Task brief
Will you extract the entries word for word? Images should not appear in the copy.

Data extract
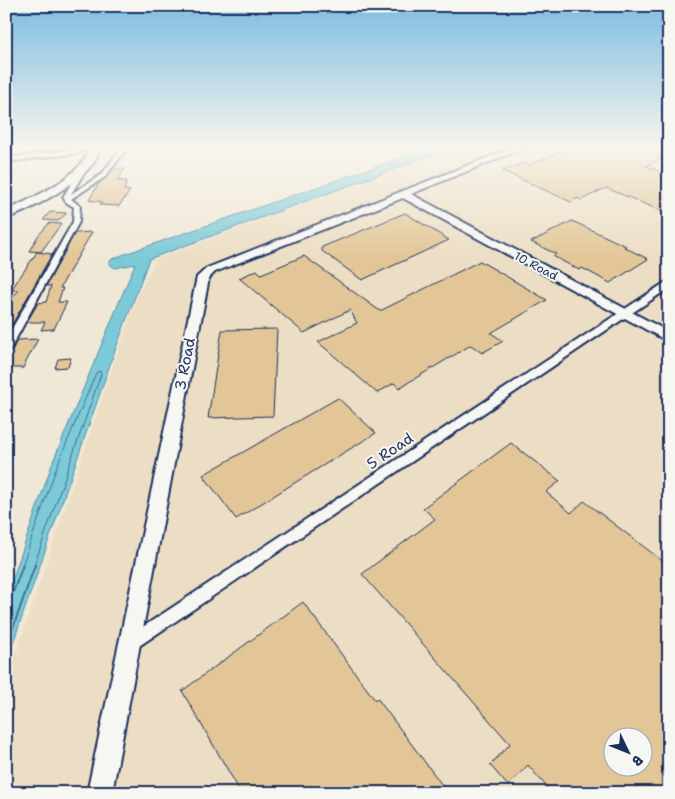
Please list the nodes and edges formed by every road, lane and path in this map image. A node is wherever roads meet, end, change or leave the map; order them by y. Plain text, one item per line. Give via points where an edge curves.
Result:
1 (64, 183) edge
2 (74, 183) edge
3 (91, 183) edge
4 (430, 183) edge
5 (403, 194) junction
6 (68, 198) junction
7 (6, 215) edge
8 (669, 284) edge
9 (624, 313) junction
10 (669, 338) edge
11 (6, 348) edge
12 (129, 644) junction
13 (99, 793) edge

1 - 7 main road
2 - 6 street
3 - 6 street
4 - 5 street, 3 Road
5 - 9 street, 10 Road
5 - 12 street, 3 Road via 217,268 204,277
6 - 11 street via 77,206 76,222
8 - 9 street, 5 Road
9 - 10 street, 10 Road
9 - 12 street, 5 Road
12 - 13 street, 3 Road

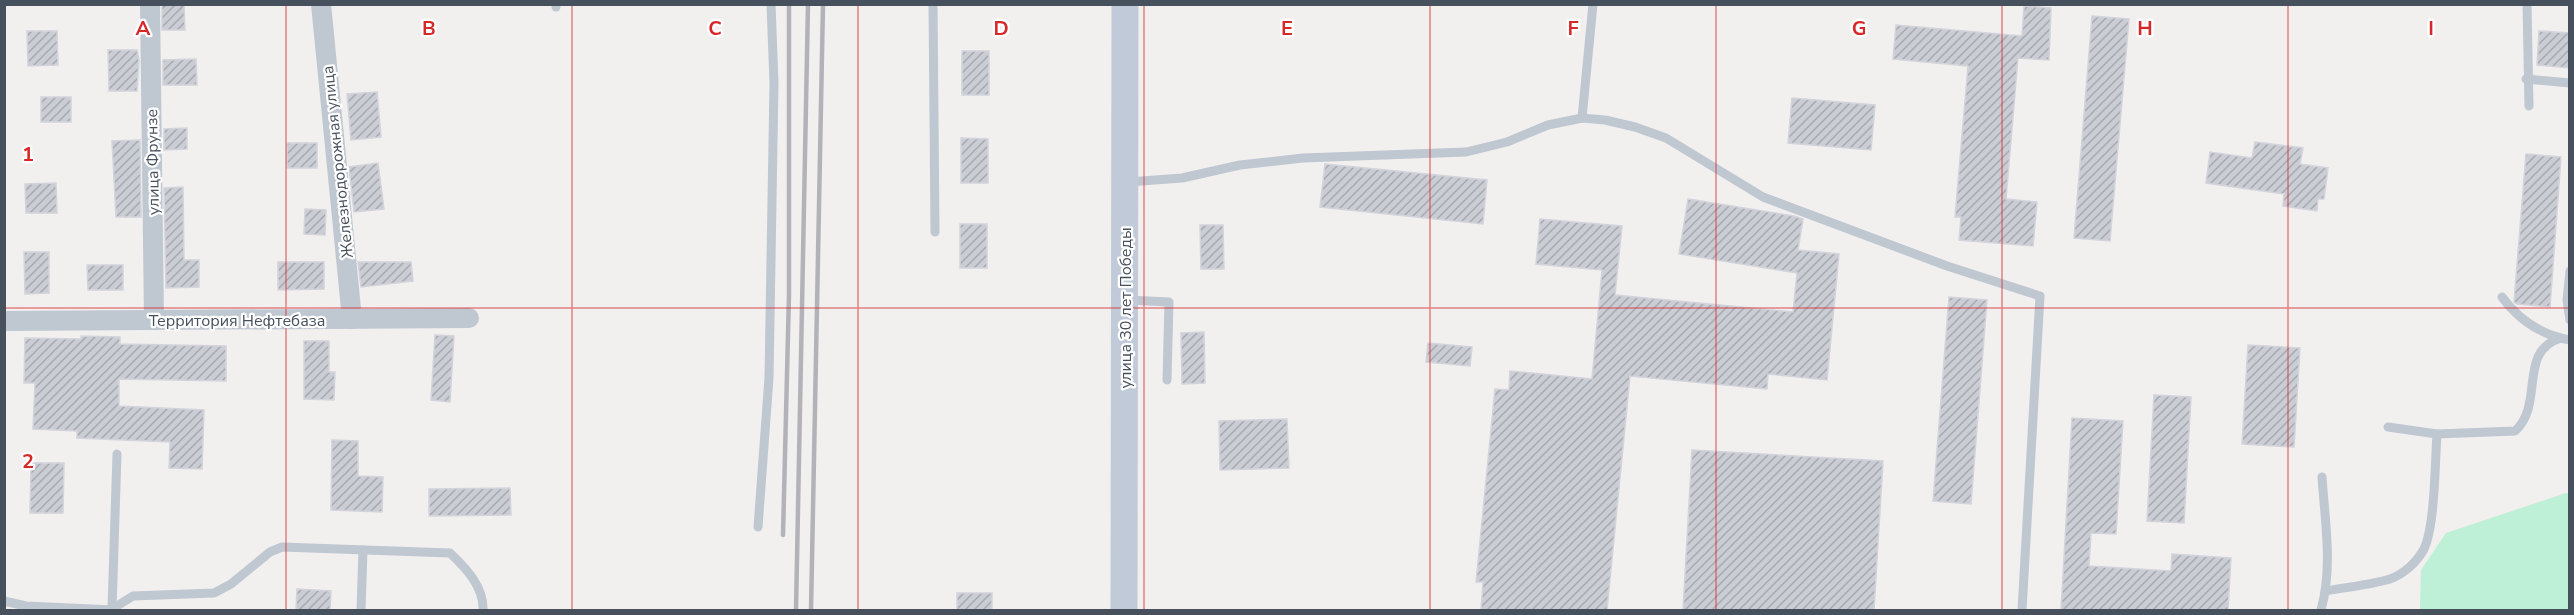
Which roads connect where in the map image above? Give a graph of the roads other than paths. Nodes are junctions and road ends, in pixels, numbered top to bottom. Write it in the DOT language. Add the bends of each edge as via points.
graph roads {
  1 [pos="150,4"];
  2 [pos="321,4"];
  3 [pos="771,4"];
  4 [pos="933,4"];
  5 [pos="1125,4"];
  6 [pos="1593,4"];
  7 [pos="2527,4"];
  8 [pos="2526,79"];
  9 [pos="2570,83"];
  10 [pos="2529,106"];
  11 [pos="1582,118"];
  12 [pos="1125,182"];
  13 [pos="935,232"];
  14 [pos="2570,271"];
  15 [pos="2502,297"];
  16 [pos="1125,299"];
  17 [pos="469,318"];
  18 [pos="352,319"];
  19 [pos="154,320"];
  20 [pos="2570,320"];
  21 [pos="4,321"];
  22 [pos="2565,339"];
  23 [pos="1167,380"];
  24 [pos="2388,427"];
  25 [pos="2437,434"];
  26 [pos="117,454"];
  27 [pos="2322,477"];
  28 [pos="758,527"];
  29 [pos="363,550"];
  30 [pos="2326,591"];
  31 [pos="4,601"];
  32 [pos="86,609"];
  33 [pos="113,610"];
  34 [pos="361,610"];
  35 [pos="483,610"];
  36 [pos="1124,610"];
  37 [pos="2022,610"];
  38 [pos="2320,610"];
  1 -- 19 [label="street, улица Фрунзе"];
  2 -- 18 [label="street, Железнодорожная улица"];
  3 -- 28 [label="lane" via="774,83 770,378"];
  4 -- 13 [label="lane"];
  5 -- 12 [label="main road, улица 30 лет Победы"];
  6 -- 11 [label="lane"];
  7 -- 8 [label="lane"];
  8 -- 9 [label="lane"];
  8 -- 10 [label="lane"];
  11 -- 12 [label="lane" via="1548,124 1507,142 1466,152 1303,158 1240,165 1182,178"];
  11 -- 37 [label="lane" via="1635,127 1666,138 1763,197 2040,296"];
  12 -- 16 [label="main road, улица 30 лет Победы"];
  14 -- 20 [label="lane"];
  15 -- 22 [label="lane" via="2529,324"];
  16 -- 23 [label="lane" via="1169,302"];
  16 -- 36 [label="main road, улица 30 лет Победы"];
  17 -- 18 [label="street, Территория Нефтебаза"];
  18 -- 19 [label="street, Территория Нефтебаза"];
  19 -- 21 [label="street, Территория Нефтебаза"];
  22 -- 25 [label="lane" via="2549,342 2536,359 2529,411 2515,431"];
  24 -- 25 [label="lane"];
  25 -- 30 [label="lane" via="2429,531 2416,560 2391,578"];
  26 -- 33 [label="lane"];
  27 -- 30 [label="lane" via="2328,561"];
  29 -- 33 [label="lane" via="282,547 214,593 133,596"];
  29 -- 34 [label="lane"];
  29 -- 35 [label="lane" via="450,553 484,597"];
  30 -- 38 [label="lane"];
  31 -- 32 [label="lane"];
  32 -- 33 [label="lane"];
}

Answer area
Please list the nodes and edges formed by every road, lane and path in this map image. A node is wherever roads meet, end, change or leave the map; order them by y. Plain text, one item per line. Give via points where an edge curves.
Result:
1 (64, 183) edge
2 (74, 183) edge
3 (91, 183) edge
4 (430, 183) edge
5 (403, 194) junction
6 (68, 198) junction
7 (6, 215) edge
8 (669, 284) edge
9 (624, 313) junction
10 (669, 338) edge
11 (6, 348) edge
12 (129, 644) junction
13 (99, 793) edge

1 - 7 main road
2 - 6 street
3 - 6 street
4 - 5 street, 3 Road
5 - 9 street, 10 Road
5 - 12 street, 3 Road via 217,268 204,277
6 - 11 street via 77,206 76,222
8 - 9 street, 5 Road
9 - 10 street, 10 Road
9 - 12 street, 5 Road
12 - 13 street, 3 Road

Which roads connect where in the map image above? Give a graph of the roads other than paths. Nodes are junctions and road ends, in pixels, numbered top to bottom. Write it in the DOT language. Add the bends of each edge as via points.
graph roads {
  1 [pos="150,4"];
  2 [pos="321,4"];
  3 [pos="771,4"];
  4 [pos="933,4"];
  5 [pos="1125,4"];
  6 [pos="1593,4"];
  7 [pos="2527,4"];
  8 [pos="2526,79"];
  9 [pos="2570,83"];
  10 [pos="2529,106"];
  11 [pos="1582,118"];
  12 [pos="1125,182"];
  13 [pos="935,232"];
  14 [pos="2570,271"];
  15 [pos="2502,297"];
  16 [pos="1125,299"];
  17 [pos="469,318"];
  18 [pos="352,319"];
  19 [pos="154,320"];
  20 [pos="2570,320"];
  21 [pos="4,321"];
  22 [pos="2565,339"];
  23 [pos="1167,380"];
  24 [pos="2388,427"];
  25 [pos="2437,434"];
  26 [pos="117,454"];
  27 [pos="2322,477"];
  28 [pos="758,527"];
  29 [pos="363,550"];
  30 [pos="2326,591"];
  31 [pos="4,601"];
  32 [pos="86,609"];
  33 [pos="113,610"];
  34 [pos="361,610"];
  35 [pos="483,610"];
  36 [pos="1124,610"];
  37 [pos="2022,610"];
  38 [pos="2320,610"];
  1 -- 19 [label="street, улица Фрунзе"];
  2 -- 18 [label="street, Железнодорожная улица"];
  3 -- 28 [label="lane" via="774,83 770,378"];
  4 -- 13 [label="lane"];
  5 -- 12 [label="main road, улица 30 лет Победы"];
  6 -- 11 [label="lane"];
  7 -- 8 [label="lane"];
  8 -- 9 [label="lane"];
  8 -- 10 [label="lane"];
  11 -- 12 [label="lane" via="1548,124 1507,142 1466,152 1303,158 1240,165 1182,178"];
  11 -- 37 [label="lane" via="1635,127 1666,138 1763,197 2040,296"];
  12 -- 16 [label="main road, улица 30 лет Победы"];
  14 -- 20 [label="lane"];
  15 -- 22 [label="lane" via="2529,324"];
  16 -- 23 [label="lane" via="1169,302"];
  16 -- 36 [label="main road, улица 30 лет Победы"];
  17 -- 18 [label="street, Территория Нефтебаза"];
  18 -- 19 [label="street, Территория Нефтебаза"];
  19 -- 21 [label="street, Территория Нефтебаза"];
  22 -- 25 [label="lane" via="2549,342 2536,359 2529,411 2515,431"];
  24 -- 25 [label="lane"];
  25 -- 30 [label="lane" via="2429,531 2416,560 2391,578"];
  26 -- 33 [label="lane"];
  27 -- 30 [label="lane" via="2328,561"];
  29 -- 33 [label="lane" via="282,547 214,593 133,596"];
  29 -- 34 [label="lane"];
  29 -- 35 [label="lane" via="450,553 484,597"];
  30 -- 38 [label="lane"];
  31 -- 32 [label="lane"];
  32 -- 33 [label="lane"];
}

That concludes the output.